While watching Michael Bay’s “Transformers: Revenge of the Fallen,” I was aware that something was happening on screen in front of me, something frenetic and flashy, accompanied by booming explosions, witless dialogue and a substandard action movie score that wanted me to know something action-packed was happening right now, at this very moment! For two-and-a-half very long hours, I was aware of a movie happening, but never engaging me. “Revenge of the Fallen” is like watching bad porn—except the ticket buyer is the only person getting fucked.
I kind of came around to the original “Transformers” (2007), which, in comparison to its noisier, longer, more exposition-crammed sequel, is downright quaint and cuddly. At the climax of the first movie, the Autobots and Decepticons decimated a city block to get back a cube. At the climax of part two, the ‘bots tear a gaping hole in the Great Pyramid to uncover a giant laser that will destroy the Sun. What’s left for part three? Can’t really top a Sun-Destroying Laser. Maybe Megatron will crack open the Easter Island heads and find chocolate?
Oh, the story is so much nonsense, but you expect that from a movie based on a line of toys, right? The story picks up with Sam Witwickey (Shia LaBeouf) relocated to college and separated from his two loves: Autobot Bumblebee, who cries lots of valuable windshield wiper fluid when he learns his master is going to Princeton; and hot girlfriend Mikaela (Megan Fox), who straddles the motorcycles she repairs at her dad’s auto shop like girls straddle mechanical bulls. There’s nonsense about Sam and Mikaela’s inability to say the L-word to each other, nonsense about Sam’s mom (Julie White) getting high on pot brownies she gets at her son’s dorm, nonsense about Sam obsessing over strange alien symbols after he touches a shard of the All Spark (that cube thingy from part one that could, I dunno, do whatever the movie needed it to do at any given moment).
The nonsense spreads and spreads. The symbols Sam is seeing lead to a key called the Matrix that powers the aforementioned Sun-Blasting Laser. The bad ‘bots, led by Megatron and a mysterious new foe called The Fallen, badly want this laser to go off, and the good ‘bots badly want it not to. Oh, and there’s some juicy power source to be harvested, to what purpose, I’m not sure. Evil ‘bot babies gestate in gooey pods back on the home planet. Maybe the juice is for them. Gotta feed the kids. Why the Sun has to be destroyed… this is where I threw my hands up and simply waited for the action sequences to come, hoping they would perk things up.

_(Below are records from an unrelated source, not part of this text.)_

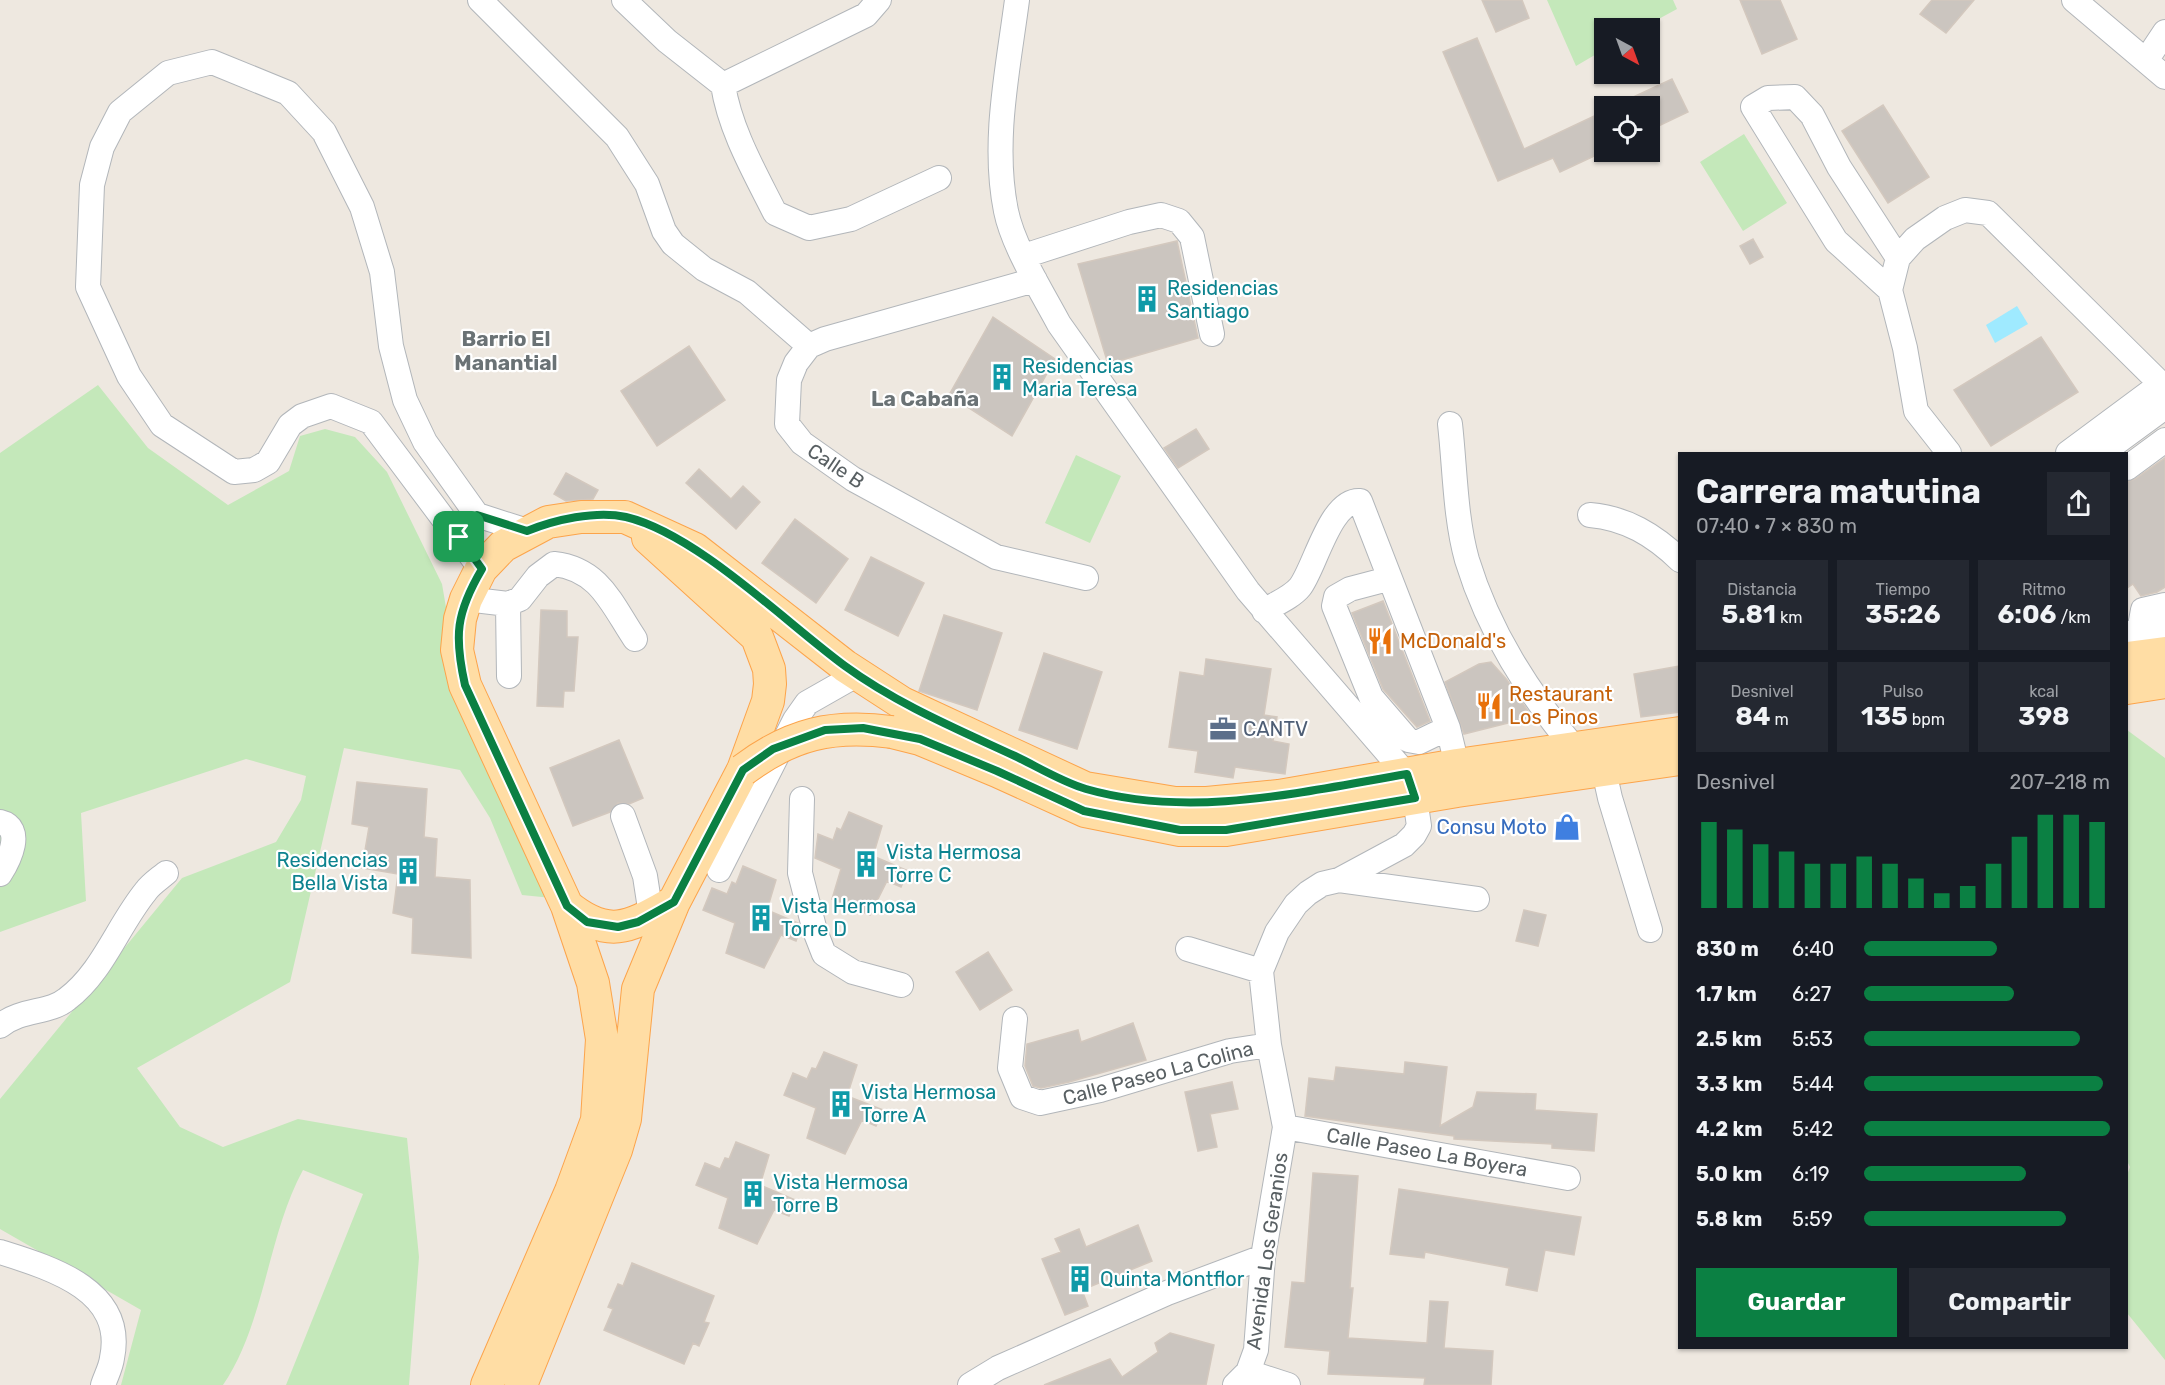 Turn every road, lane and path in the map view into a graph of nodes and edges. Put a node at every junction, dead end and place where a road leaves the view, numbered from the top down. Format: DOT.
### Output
graph roads {
  1 [pos="480,0"];
  2 [pos="624,0"];
  3 [pos="879,0"];
  4 [pos="1017,0"];
  5 [pos="2074,0"];
  6 [pos="2165,33"];
  7 [pos="2147,58"];
  8 [pos="2165,77"];
  9 [pos="723,85"];
  10 [pos="939,178"];
  11 [pos="1024,256"];
  12 [pos="1898,258"];
  13 [pos="1035,280"];
  14 [pos="1890,290"];
  15 [pos="1212,334"];
  16 [pos="809,346"];
  17 [pos="2164,393"];
  18 [pos="1450,424"];
  19 [pos="2165,440"];
  20 [pos="1948,452"];
  21 [pos="2070,452"];
  22 [pos="2103,452"];
  23 [pos="2128,467"];
  24 [pos="477,515"];
  25 [pos="1590,515"];
  26 [pos="625,517"];
  27 [pos="527,531"];
  28 [pos="459,537"];
  29 [pos="1678,558"];
  30 [pos="482,569"];
  31 [pos="1086,578"];
  32 [pos="1388,579"];
  33 [pos="466,599"];
  34 [pos="508,604"];
  35 [pos="1264,611"];
  36 [pos="2138,624"];
  37 [pos="2165,628"];
  38 [pos="635,639"];
  39 [pos="2165,653"];
  40 [pos="858,674"];
  41 [pos="509,676"];
  42 [pos="2165,682"];
  43 [pos="2128,688"];
  44 [pos="1448,728"];
  45 [pos="1678,733"];
  46 [pos="1575,749"];
  47 [pos="1678,759"];
  48 [pos="1457,765"];
  49 [pos="743,770"];
  50 [pos="1604,771"];
  51 [pos="1411,786"];
  52 [pos="802,799"];
  53 [pos="623,816"];
  54 [pos="0,822"];
  55 [pos="719,870"];
  56 [pos="166,873"];
  57 [pos="0,874"];
  58 [pos="1339,880"];
  59 [pos="1477,899"];
  60 [pos="567,906"];
  61 [pos="662,909"];
  62 [pos="1650,930"];
  63 [pos="1188,949"];
  64 [pos="1261,971"];
  65 [pos="901,985"];
  66 [pos="1015,1019"];
  67 [pos="0,1026"];
  68 [pos="1269,1045"];
  69 [pos="1285,1126"];
  70 [pos="1568,1178"];
  71 [pos="0,1252"];
  72 [pos="1263,1257"];
  73 [pos="1242,1379"];
  74 [pos="103,1385"];
  75 [pos="487,1385"];
  76 [pos="521,1385"];
  77 [pos="970,1385"];
  78 [pos="1288,1385"];
  1 -- 16 [label="street"];
  2 -- 9 [label="street"];
  3 -- 9 [label="street"];
  4 -- 11 [label="street"];
  5 -- 7 [label="street"];
  6 -- 7 [label="street"];
  7 -- 8 [label="street"];
  9 -- 10 [label="street"];
  11 -- 13 [label="street"];
  11 -- 15 [label="street"];
  12 -- 14 [label="street"];
  12 -- 14 [label="street"];
  12 -- 17 [label="street"];
  13 -- 16 [label="street"];
  13 -- 35 [label="street"];
  14 -- 20 [label="street"];
  16 -- 31 [label="street, Calle B"];
  17 -- 21 [label="street"];
  17 -- 22 [label="street"];
  18 -- 46 [label="street"];
  19 -- 23 [label="street"];
  24 -- 27 [label="street"];
  24 -- 28 [label="street"];
  24 -- 28 [label="street"];
  25 -- 29 [label="street"];
  26 -- 27 [label="main road"];
  26 -- 40 [label="main road"];
  26 -- 49 [label="main road"];
  27 -- 30 [label="main road"];
  28 -- 30 [label="street"];
  30 -- 33 [label="main road"];
  32 -- 35 [label="street"];
  32 -- 44 [label="street"];
  32 -- 44 [label="street"];
  33 -- 34 [label="street"];
  33 -- 60 [label="main road"];
  34 -- 38 [label="street"];
  34 -- 41 [label="street"];
  35 -- 51 [label="street"];
  36 -- 37 [label="street"];
  36 -- 39 [label="main road"];
  40 -- 51 [label="main road"];
  40 -- 55 [label="street"];
  42 -- 43 [label="main road"];
  44 -- 48 [label="street"];
  45 -- 46 [label="main road"];
  46 -- 48 [label="main road"];
  47 -- 50 [label="main road"];
  48 -- 51 [label="main road"];
  49 -- 51 [label="main road, bridge"];
  49 -- 61 [label="main road"];
  50 -- 51 [label="main road"];
  50 -- 62 [label="street"];
  51 -- 58 [label="street, Avenida Los Geranios"];
  52 -- 65 [label="street"];
  53 -- 61 [label="street"];
  54 -- 57 [label="street"];
  56 -- 67 [label="street"];
  58 -- 59 [label="street"];
  58 -- 64 [label="street, Avenida Los Geranios"];
  60 -- 61 [label="main road"];
  60 -- 75 [label="main road"];
  61 -- 76 [label="main road"];
  63 -- 64 [label="street"];
  64 -- 68 [label="street, Avenida Los Geranios"];
  66 -- 68 [label="street, Calle Paseo La Colina"];
  68 -- 69 [label="street, Avenida Los Geranios"];
  69 -- 70 [label="street, Calle Paseo La Boyera"];
  69 -- 72 [label="street, Avenida Los Geranios"];
  71 -- 74 [label="street"];
  72 -- 73 [label="street, Avenida Los Geranios"];
  72 -- 77 [label="street"];
  73 -- 78 [label="street"];
}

Sadly, the climatic battles in “Revenge of the Fallen” fall victim to the same problems the first movie suffered from—robots pummeling robots with little sense of who’s who, who’s doing what and why. Robots wrestle and throw one another through historic landmarks and all we see is an incomprehensible tangle of arms, legs, fists, rotors, gears, mufflers, swords, flames and leaky jaws. For sure, Michael Bay knows how to shoot large-scale pandemonium with a slick, blown-out, fetishistic hunger for all things shiny, sexy and slow-motion-y cool, but he’s lapsed into self-parody. What should be a 90 minute movie is bloated to nearly three hours simply because Bay can’t get enough of Bay. “Bigger. Fucking. Robots,” is what it said across the chest of the T-shirt he wore to Comic-Con last year. Maybe it should have said, “Big. Fucking. Ego.”

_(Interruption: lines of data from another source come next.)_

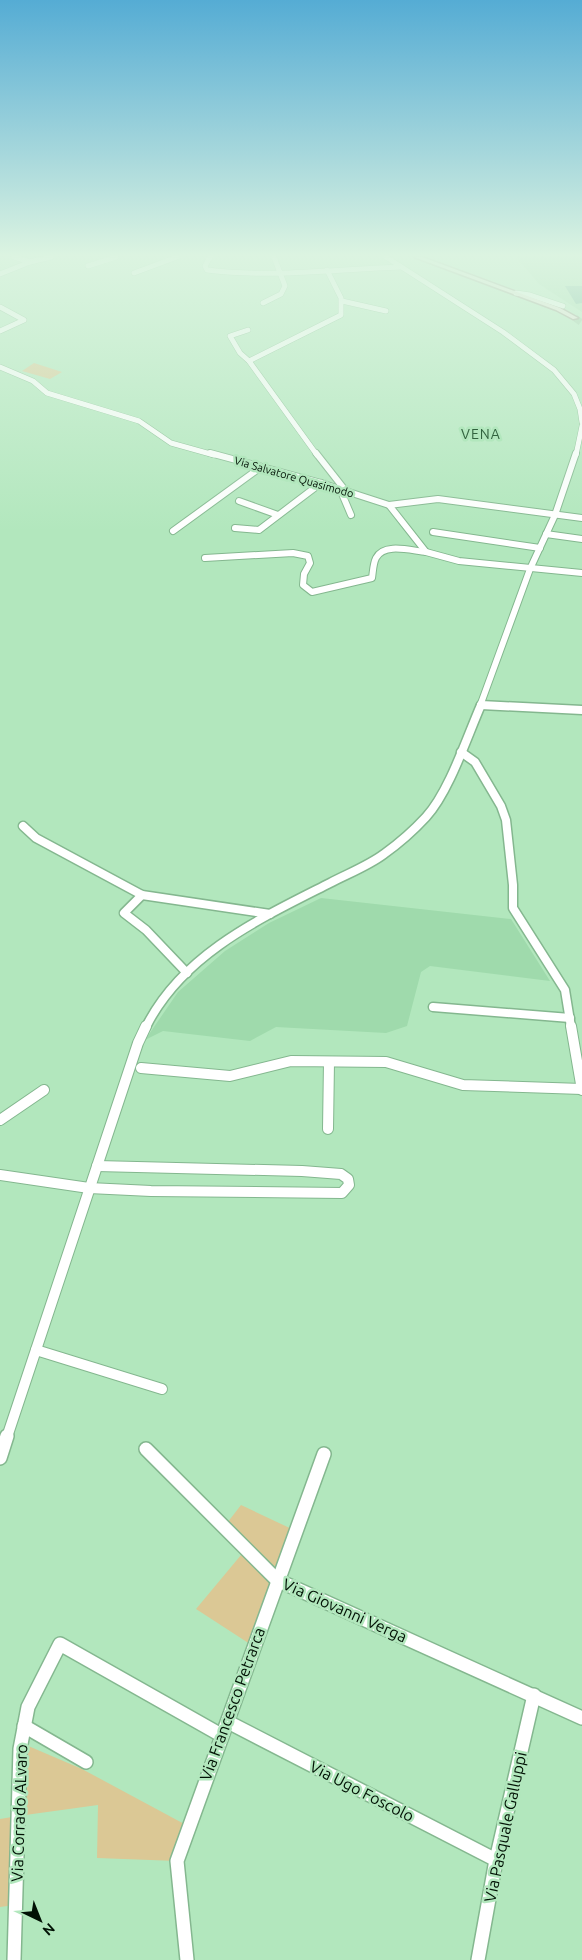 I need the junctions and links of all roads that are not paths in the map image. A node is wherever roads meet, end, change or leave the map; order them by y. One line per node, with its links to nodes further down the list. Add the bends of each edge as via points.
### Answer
1 (237, 348): 4 (street)
2 (274, 348): 4 (street)
3 (525, 348): 6 (street, via 554,370 574,394)
4 (249, 361): 12 (street)
5 (0, 367): 10 (street, Via Salvatore Quasimodo, via 33,381 48,393 139,421 170,443)
6 (582, 422)
7 (582, 426): 9 (street)
8 (582, 462): 9 (street)
9 (574, 463): 17 (street)
10 (262, 467): 11 (street, Via Salvatore Quasimodo); 20 (street)
11 (320, 483): 12 (street, Via Salvatore Quasimodo); 15 (street)
12 (343, 490): 14 (street, Via Salvatore Quasimodo); 16 (street)
13 (239, 501): 15 (street)
14 (389, 505): 17 (street, via 438,499); 25 (street)
15 (278, 515): 19 (street, via 259,530)
16 (351, 515)
17 (555, 515): 18 (street); 22 (street)
18 (582, 518)
19 (235, 528)
20 (173, 531)
21 (433, 532): 24 (street)
22 (546, 534): 23 (street); 24 (street)
23 (582, 539)
24 (540, 548): 27 (street)
25 (426, 552): 26 (street, via 381,551 375,558 372,578 312,592 303,585 310,563 308,556 293,553); 27 (street, via 459,561)
26 (205, 558)
27 (530, 569): 28 (street); 29 (street)
28 (582, 573)
29 (481, 705): 30 (street); 31 (street)
30 (582, 710)
31 (460, 752): 34 (street, via 440,798 426,817 383,855); 37 (street, via 475,762 501,806 506,820 513,908 565,990)
32 (23, 826): 33 (street, via 36,838)
33 (142, 895): 34 (street); 35 (street, via 124,913 146,930)
34 (271, 914): 35 (street, via 228,939)
35 (187, 972): 44 (street, via 151,1017 138,1043)
36 (433, 1007): 37 (street)
37 (570, 1018): 40 (street)
38 (329, 1062): 39 (street, via 291,1061 230,1076); 40 (street, via 386,1062 463,1085); 43 (street)
39 (141, 1068)
40 (582, 1089)
41 (44, 1090): 42 (street)
42 (0, 1120)
43 (328, 1129)
44 (97, 1166): 46 (street); 46 (street, via 302,1171 340,1174 348,1179 350,1185 342,1193)
45 (0, 1175): 46 (street)
46 (89, 1188): 47 (street)
47 (36, 1350): 48 (street); 51 (street)
48 (162, 1389)
49 (146, 1449): 52 (street, Via Giovanni Verga)
50 (324, 1454): 52 (street, Via Francesco Petrarca)
51 (0, 1458)
52 (277, 1580): 54 (street, Via Giovanni Verga); 56 (street, Via Francesco Petrarca)
53 (60, 1644): 57 (street, Via Corrado ALvaro, via 28,1707); 58 (street)
54 (534, 1695): 55 (street, Via Giovanni Verga); 60 (street, Via Pasquale Galluppi)
55 (582, 1718)
56 (228, 1722): 58 (street, Via Francesco Petrarca); 60 (street, Via Ugo Foscolo)
57 (24, 1726): 59 (street); 61 (street, Via Corrado ALvaro, via 20,1749)
58 (221, 1735): 62 (street, Via Francesco Petrarca, via 177,1860)
59 (86, 1762)
60 (496, 1860): 63 (street, Via Pasquale Galluppi)
61 (14, 1960)
62 (187, 1960)
63 (478, 1960)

The actors do what they can—which is mostly scrambling out from under the stomping feet of the huge ‘bots. LaBeouf continues to represent geeks across the world who dream of bedding a hottie like Megan Fox. He’s charming enough. Fox is the most convincing robot in the cast (Jolie-Bot 2000). The underutilized Josh Duhamel continues his streak of thankless roles, playing an Army dude who gets less dialogue than a remote controlled truck—and at least the truck gets to dry hump Megan Fox’s leg. John Turturro is back as conspiracy-nut Agent Simmons. The remote controlled truck makes fun of his “Jew-fro.”
Which brings up the movie’s nasty streak of racist stereotypes, ethnic slurs and male chauvinism. Two new Autobots have been added to the cast: Skids and Mudflap, jive-talking African-American stereotypes who confess they don’t like to read, and one of them even has a gold tooth. Fox’s character is called a “bitch” on more than one occasion. On every occasion she’s shamelessly dangled like a piece of meat to the slobbering boys (and boys at heart) in the audience. She’s just another doll in Bay’s toy box.

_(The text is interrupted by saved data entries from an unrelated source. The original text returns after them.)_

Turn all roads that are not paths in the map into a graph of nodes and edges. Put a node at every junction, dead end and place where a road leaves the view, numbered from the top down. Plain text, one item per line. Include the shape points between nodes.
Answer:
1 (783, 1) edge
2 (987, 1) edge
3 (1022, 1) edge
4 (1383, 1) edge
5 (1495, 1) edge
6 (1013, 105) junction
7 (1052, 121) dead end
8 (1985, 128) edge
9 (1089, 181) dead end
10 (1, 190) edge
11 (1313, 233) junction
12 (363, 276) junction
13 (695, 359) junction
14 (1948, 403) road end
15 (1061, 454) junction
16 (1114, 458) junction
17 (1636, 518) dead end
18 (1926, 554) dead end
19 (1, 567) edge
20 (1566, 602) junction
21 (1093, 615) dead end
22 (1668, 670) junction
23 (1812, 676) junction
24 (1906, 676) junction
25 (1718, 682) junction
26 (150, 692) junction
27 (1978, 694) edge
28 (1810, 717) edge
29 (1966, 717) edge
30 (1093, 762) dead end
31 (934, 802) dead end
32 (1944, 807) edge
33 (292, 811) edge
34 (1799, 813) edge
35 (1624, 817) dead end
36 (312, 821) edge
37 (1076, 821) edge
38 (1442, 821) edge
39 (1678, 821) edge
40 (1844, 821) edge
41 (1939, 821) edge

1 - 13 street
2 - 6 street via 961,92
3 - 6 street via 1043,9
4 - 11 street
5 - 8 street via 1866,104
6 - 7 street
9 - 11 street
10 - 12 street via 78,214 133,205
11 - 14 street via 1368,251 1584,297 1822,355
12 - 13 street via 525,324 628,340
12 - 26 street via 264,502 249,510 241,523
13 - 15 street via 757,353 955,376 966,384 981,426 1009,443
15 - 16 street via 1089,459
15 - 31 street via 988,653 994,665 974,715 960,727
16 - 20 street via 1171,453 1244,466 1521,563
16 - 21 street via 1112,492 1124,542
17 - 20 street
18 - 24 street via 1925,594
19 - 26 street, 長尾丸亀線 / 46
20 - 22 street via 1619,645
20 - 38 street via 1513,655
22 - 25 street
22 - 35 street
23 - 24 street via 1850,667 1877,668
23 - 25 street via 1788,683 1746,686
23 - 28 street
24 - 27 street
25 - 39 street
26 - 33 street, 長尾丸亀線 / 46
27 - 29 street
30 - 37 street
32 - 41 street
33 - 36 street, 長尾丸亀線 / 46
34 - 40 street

As I sat watching this movie under the giant dome of the Arclight theatre, I noticed something: the kids in the audience were getting restless. One in particular, sitting in front of me, started playing with his hot dog wrapper about two hours in. That little boy invested more fun and imagination into playing with that hot dog wrapper than Michael Bay invested into all $200 million dollars worth of "Transformers." Wow.